Vitamin D and Menstrual CrampsMarch 05, 2012
Vitamin D and Menstrual Cramps
Reference Lasco et al Archives Int Med, Feb 27th
Menstrual cramps are the bane of many women causing pain that can last days. The thought is that the smooth muscles of the uterus are contracting in response to high doses of localized prostaglandins. Those prostaglandins are inhibited by ibuprofen and other NSAIDs, which block the production of prostaglandins. Easy enough but not always satisfactory, and NSAIDs can have side effects too. Because vitamin D reduces the synthesis of prostaglandins, a beneficial effect of vitamin D in the uterus was considered pathophysiology possible. It was worth a try.
That makes this study from Italy somewhat unique. The study compared Vitamin D to placebo. But it wasn’t just any dose of Vitamin D. The authors gave 300,000 IU of Vitamin D in a single dose approximately 5 days before the anticipated menstrual cycle. The results were somewhat surprising. The women getting the D had a 41% decline in their pain scores and didn’t have the need to take any medication for their pain. The study only lasted two months so really didn’t have the ability to predict long-term usefulness, or safety. It also only had 20 women in each group, so it wasn’t a huge study.
But this has been an intractable problem for many women and this is a pretty nice sign of relief. The real question is safety and long-term use of this type of dose. That hasn’t been resolved. The study has been widely reported and many are asking whether it is safe to do long term. The study does tell us a couple of interesting things. One, a single dose of D in a small group of people didn’t come up with any side effects. In England, a single annual 600,000 IU dose given by injection in nursing homes has been found to be safe. Three hundred thousand units once a month would be the equivalent of 10,000 IU a day on a regular basis.

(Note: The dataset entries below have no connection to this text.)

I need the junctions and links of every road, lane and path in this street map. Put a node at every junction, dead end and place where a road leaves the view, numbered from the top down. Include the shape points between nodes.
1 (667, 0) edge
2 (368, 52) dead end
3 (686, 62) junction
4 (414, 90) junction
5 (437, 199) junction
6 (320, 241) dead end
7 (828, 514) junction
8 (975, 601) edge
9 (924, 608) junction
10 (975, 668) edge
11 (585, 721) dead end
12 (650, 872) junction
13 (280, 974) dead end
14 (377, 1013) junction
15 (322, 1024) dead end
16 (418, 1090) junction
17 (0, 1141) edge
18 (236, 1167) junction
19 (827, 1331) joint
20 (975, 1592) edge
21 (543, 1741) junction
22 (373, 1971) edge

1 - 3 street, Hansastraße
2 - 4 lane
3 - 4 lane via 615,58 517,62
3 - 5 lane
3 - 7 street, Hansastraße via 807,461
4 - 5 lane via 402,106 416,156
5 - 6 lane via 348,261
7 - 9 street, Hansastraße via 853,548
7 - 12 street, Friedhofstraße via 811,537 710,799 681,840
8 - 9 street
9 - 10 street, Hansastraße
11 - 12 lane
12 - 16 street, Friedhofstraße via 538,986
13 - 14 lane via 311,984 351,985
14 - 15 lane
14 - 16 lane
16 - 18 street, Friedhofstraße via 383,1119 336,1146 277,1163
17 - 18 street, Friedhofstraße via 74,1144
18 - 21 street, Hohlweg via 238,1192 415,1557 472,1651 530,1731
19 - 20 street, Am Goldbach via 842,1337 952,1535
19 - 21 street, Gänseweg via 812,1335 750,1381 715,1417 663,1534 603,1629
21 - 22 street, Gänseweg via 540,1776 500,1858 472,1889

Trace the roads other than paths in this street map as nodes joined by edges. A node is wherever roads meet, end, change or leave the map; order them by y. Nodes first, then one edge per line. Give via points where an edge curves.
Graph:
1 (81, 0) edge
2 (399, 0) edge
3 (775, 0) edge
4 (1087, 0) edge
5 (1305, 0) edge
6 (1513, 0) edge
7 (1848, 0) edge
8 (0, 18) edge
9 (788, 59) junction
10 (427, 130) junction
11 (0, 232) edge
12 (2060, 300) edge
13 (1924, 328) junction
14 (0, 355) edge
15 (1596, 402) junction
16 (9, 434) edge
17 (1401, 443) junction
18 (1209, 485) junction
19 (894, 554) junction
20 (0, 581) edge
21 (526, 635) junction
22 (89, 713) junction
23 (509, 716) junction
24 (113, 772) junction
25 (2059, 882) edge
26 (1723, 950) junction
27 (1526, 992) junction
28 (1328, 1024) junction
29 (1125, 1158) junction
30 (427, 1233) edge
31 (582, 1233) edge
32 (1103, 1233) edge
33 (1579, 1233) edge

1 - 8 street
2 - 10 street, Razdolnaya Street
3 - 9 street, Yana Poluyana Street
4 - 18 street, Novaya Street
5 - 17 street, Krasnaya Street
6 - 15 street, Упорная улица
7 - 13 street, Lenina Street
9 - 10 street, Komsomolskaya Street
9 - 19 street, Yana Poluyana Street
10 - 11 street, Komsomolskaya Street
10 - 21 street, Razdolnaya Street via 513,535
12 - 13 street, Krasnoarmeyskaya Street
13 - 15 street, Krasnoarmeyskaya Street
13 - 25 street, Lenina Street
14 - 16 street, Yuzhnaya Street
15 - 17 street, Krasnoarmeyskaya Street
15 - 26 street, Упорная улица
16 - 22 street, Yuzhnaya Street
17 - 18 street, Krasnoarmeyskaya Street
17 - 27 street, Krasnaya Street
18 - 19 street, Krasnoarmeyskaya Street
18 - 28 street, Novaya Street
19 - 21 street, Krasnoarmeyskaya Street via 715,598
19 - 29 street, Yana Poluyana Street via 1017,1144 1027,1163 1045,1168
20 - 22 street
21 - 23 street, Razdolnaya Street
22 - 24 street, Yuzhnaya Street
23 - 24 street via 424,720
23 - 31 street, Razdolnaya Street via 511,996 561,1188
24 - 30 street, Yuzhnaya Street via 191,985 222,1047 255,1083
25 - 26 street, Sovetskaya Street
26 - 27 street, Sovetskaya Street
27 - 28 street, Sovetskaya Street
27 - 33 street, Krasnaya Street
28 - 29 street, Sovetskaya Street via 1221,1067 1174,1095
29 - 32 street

That daily dose should make a blood level of about 80 ng in many folks, below the usually toxic level of 150 ng but well above the 50-60 ng humans naturally make on their own. (See last week’s News) We do know that a single dose of 100,000 IU will raise your blood level about 14 ng in just 24 hours and that 100,000 IU once a month has much the same effect as taking 3,000 IU a day which is a roughly comparable dose. We also know that your fat tissue will store D and then gradually release it as you need it back. Can we recommend this for long-term use? I don’t think so. Not quite yet. What might be a reasonable and safer question would be to take enough D to get your blood level into the 60-80 range under the supervision of your doctor. If that takes care of your menstrual cramps, then maybe we have another way of treating menstrual cramps that isn’t quite so “unexplored” as the single large dose.
WWW. What Will Work for Me. I get questions all the time as to the safety of D in single dose. This gives us a new indication that a single large dose is safe. It doesn’t say repeated large doses are safe every month. But it does raise a new venue for possible relief for a devilish problem that affects as many as 50% of us!
1. What was the procedure to reduce menstrual cramps? Answer: 5 days before the anticipated cycle, a single dose of 300,000 iu of D given orally
2. What was the result of this treatment? Answer: a 41% reduction in pain scores and no indication of toxicity.
3. What guidance do we have about dosing of D and blood levels? Answer: A single dose of 100,000 IU of D will increase serum D by 14 ng in 24 hours.
4. What was the proposed means by which Vitamin D would work in this context? Answer: It is well known that cramps are caused by too many prostaglandins and Vitamin D is known to reduce their production. There you have it.